The Nachmann Family's Search: Four Paintings Vanished Including a Renoir and a Pissarro


Manfred Nachmann, the director of the Former Ingnatz Meumann AG, was a successful Jewish businessman in Berlin before he, his wife Franczika, their young son, Gerald, and their young daughter, Ilse, were persecuted and forced into exile by the Nazis in 1938. They immigrated to the United States in October 1938 with Manfred and Franczika becoming naturalized citizens in April 1944.


A rural scene with trees lining a dirt path. A person walks along the road. Houses and a fence are visible in the background under a cloudy sky.
Village Street (with Garden Door on the Right) (1871) by Camille Pissarro. This painting has been missing from the Nachmann Collection since 1938. Courtesy of the Nachmann Family.
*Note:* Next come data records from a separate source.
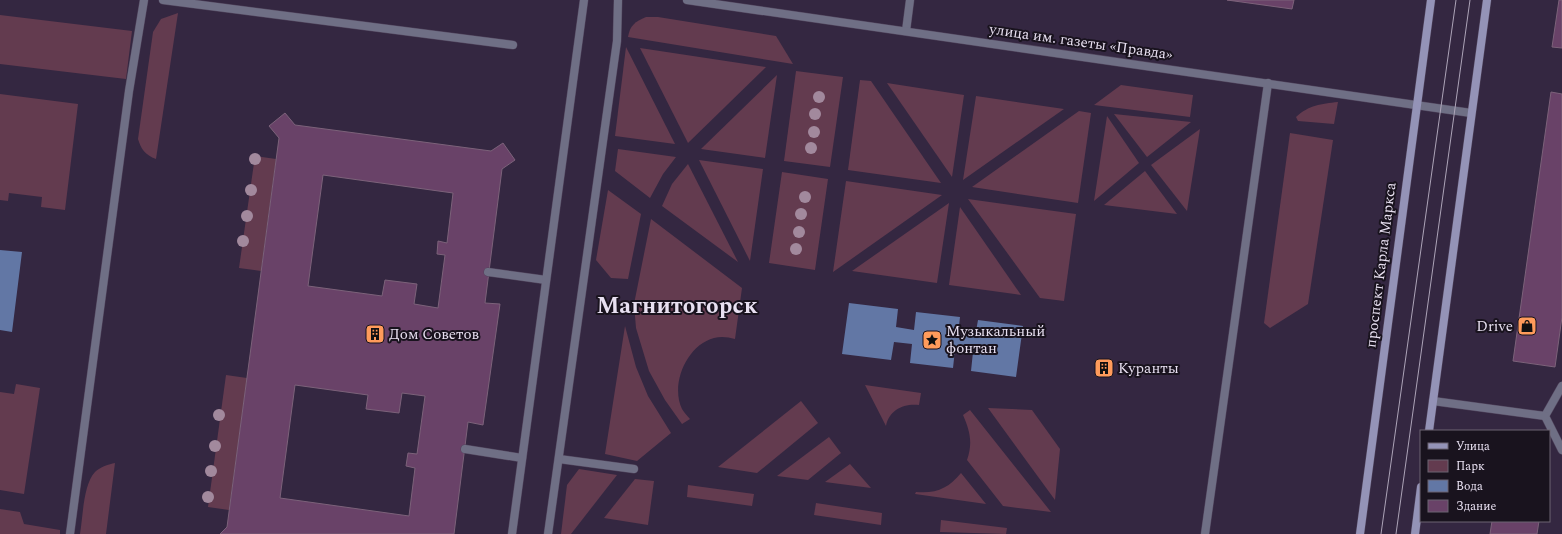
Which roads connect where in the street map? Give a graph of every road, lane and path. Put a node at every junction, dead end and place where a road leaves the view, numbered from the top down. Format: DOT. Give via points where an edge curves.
graph roads {
  1 [pos="144,0"];
  2 [pos="163,0"];
  3 [pos="584,0"];
  4 [pos="618,0"];
  5 [pos="687,0"];
  6 [pos="910,0"];
  7 [pos="1431,0"];
  8 [pos="1487,0"];
  9 [pos="906,31"];
  10 [pos="513,45"];
  11 [pos="1268,83"];
  12 [pos="1416,104"];
  13 [pos="1472,113"];
  14 [pos="488,272"];
  15 [pos="546,280"];
  16 [pos="1562,386"];
  17 [pos="1433,401"];
  18 [pos="1545,416"];
  19 [pos="1429,430"];
  20 [pos="465,450"];
  21 [pos="1562,450"];
  22 [pos="522,458"];
  23 [pos="559,459"];
  24 [pos="634,469"];
  25 [pos="1420,494"];
  26 [pos="70,534"];
  27 [pos="512,534"];
  28 [pos="548,534"];
  29 [pos="1205,534"];
  30 [pos="1360,534"];
  31 [pos="1414,534"];
  1 -- 26 [label="street" via="128,99"];
  2 -- 10 [label="street"];
  3 -- 15 [label="street"];
  4 -- 23 [label="street" via="617,41"];
  5 -- 9 [label="street, улица им. газеты «Правда»"];
  6 -- 9 [label="street"];
  7 -- 12 [label="main road, проспект Карла Маркса"];
  8 -- 13 [label="main road"];
  9 -- 11 [label="street, улица им. газеты «Правда»"];
  11 -- 12 [label="street, улица им. газеты «Правда»"];
  11 -- 29 [label="street"];
  12 -- 13 [label="street, улица им. газеты «Правда»"];
  12 -- 30 [label="main road, проспект Карла Маркса"];
  13 -- 17 [label="main road"];
  14 -- 15 [label="street"];
  15 -- 22 [label="street"];
  16 -- 18 [label="street"];
  17 -- 18 [label="street"];
  17 -- 19 [label="main road"];
  18 -- 21 [label="street"];
  20 -- 22 [label="street"];
  22 -- 27 [label="street"];
  23 -- 24 [label="street"];
  23 -- 28 [label="street"];
  25 -- 31 [label="main road"];
}
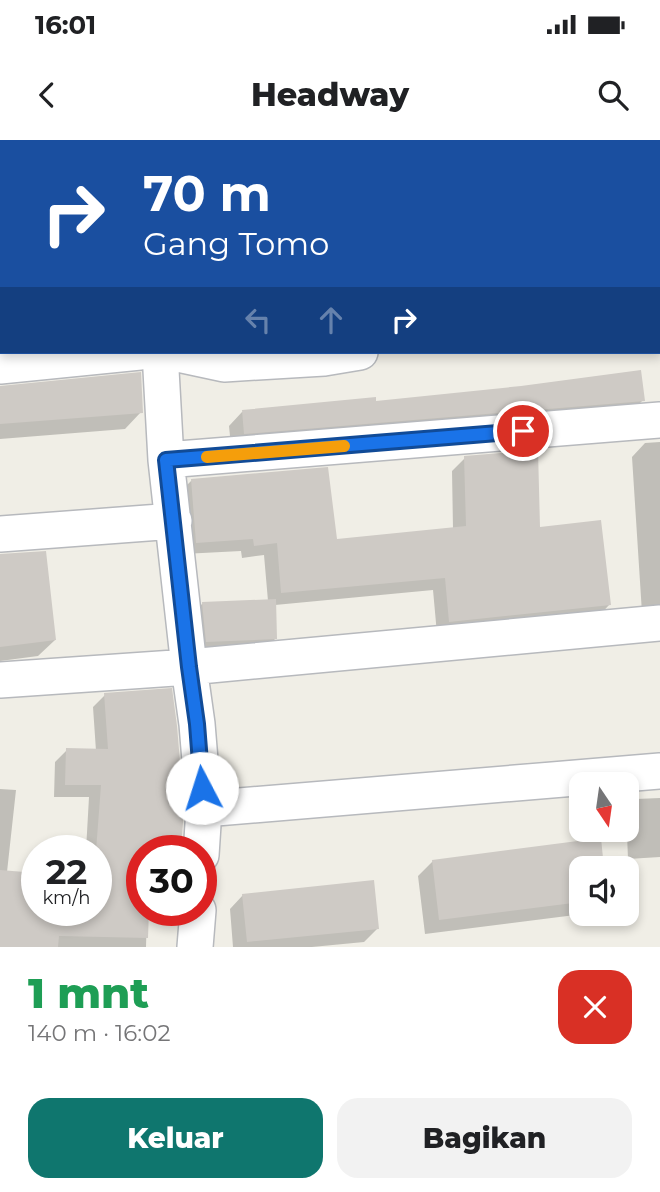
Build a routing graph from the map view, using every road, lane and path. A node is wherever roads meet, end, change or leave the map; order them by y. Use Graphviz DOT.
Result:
graph roads {
  1 [pos="120,354"];
  2 [pos="160,354"];
  3 [pos="177,354"];
  4 [pos="348,354"];
  5 [pos="0,366"];
  6 [pos="660,420"];
  7 [pos="166,460"];
  8 [pos="174,520"];
  9 [pos="0,534"];
  10 [pos="660,623"];
  11 [pos="189,667"];
  12 [pos="0,680"];
  13 [pos="660,771"];
  14 [pos="204,809"];
  15 [pos="202,835"];
  16 [pos="197,926"];
  17 [pos="195,947"];
  1 -- 5 [label="street"];
  2 -- 7 [label="street"];
  3 -- 4 [label="street"];
  6 -- 7 [label="street"];
  7 -- 8 [label="street"];
  8 -- 9 [label="street"];
  8 -- 11 [label="street"];
  10 -- 11 [label="street"];
  11 -- 12 [label="street"];
  11 -- 14 [label="street"];
  13 -- 14 [label="street"];
  14 -- 15 [label="street"];
  16 -- 17 [label="street"];
}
On July 2, 1938, shortly after the United States issued visas to the family, the possessions of their home at Brückenallee 2 were packed by forwarding firm Edmund Franzkowiak & Co. under the presence of German authorities. The shipment was later transferred to Allgemeine Transport-Gesellschaft (formally Gondrand & Mangili) intended for the Holland America Line in Rotterdam, the Netherlands. When the Nachmann family collected their personal belongings months later in New York, a crate was missing. Its contents: Head of a Young Girl (Gabrielle) (1895) by Pierre-Auguste Renoir; Village Street (with Garden Door on the Right) (1871) by Camille Pissarro; and two paintings by Lesser Ury, A Walk at the Thames and Grunewalk Lake at Schildhorn. These four paintings by three modern masters had mysteriously disappeared during their flight.


The attorney for Manfred Nachmann, John H. Maass, wrote the Monuments, Fine Arts, and Archives (MFAA) in June 1946, filing a claim on the behalf of his client for both the Renoir and Pissarro paintings. The Monuments Men were subsequently notified of the two Lesser Ury paintings, adding them to the Nachmann claim. For the next two years, the claim passed through several branches of the MFAA in Germany and Austria. The Munich Central Collecting Point and the Wiesbaden Collecting Point were searched, and an investigation was launched into the circumstances of the disappearance of the paintings. Every effort resulted in dead ends. The paintings were not and had never been at the two collecting points. The two German firms MFAA investigators approached– Kühne & Nagel, Hamburg, and Allgemeine Transport-Gessellschaft, Berlin– could not supply records, claiming they had been lost in bombings and fire. With all viable options exhausted, the MFAA transferred the case to the Central Filing Agency at the Bad Nauheim in the fall of 1948. The case was officially dropped in January 1949, but the Nachmann family continued the investigation.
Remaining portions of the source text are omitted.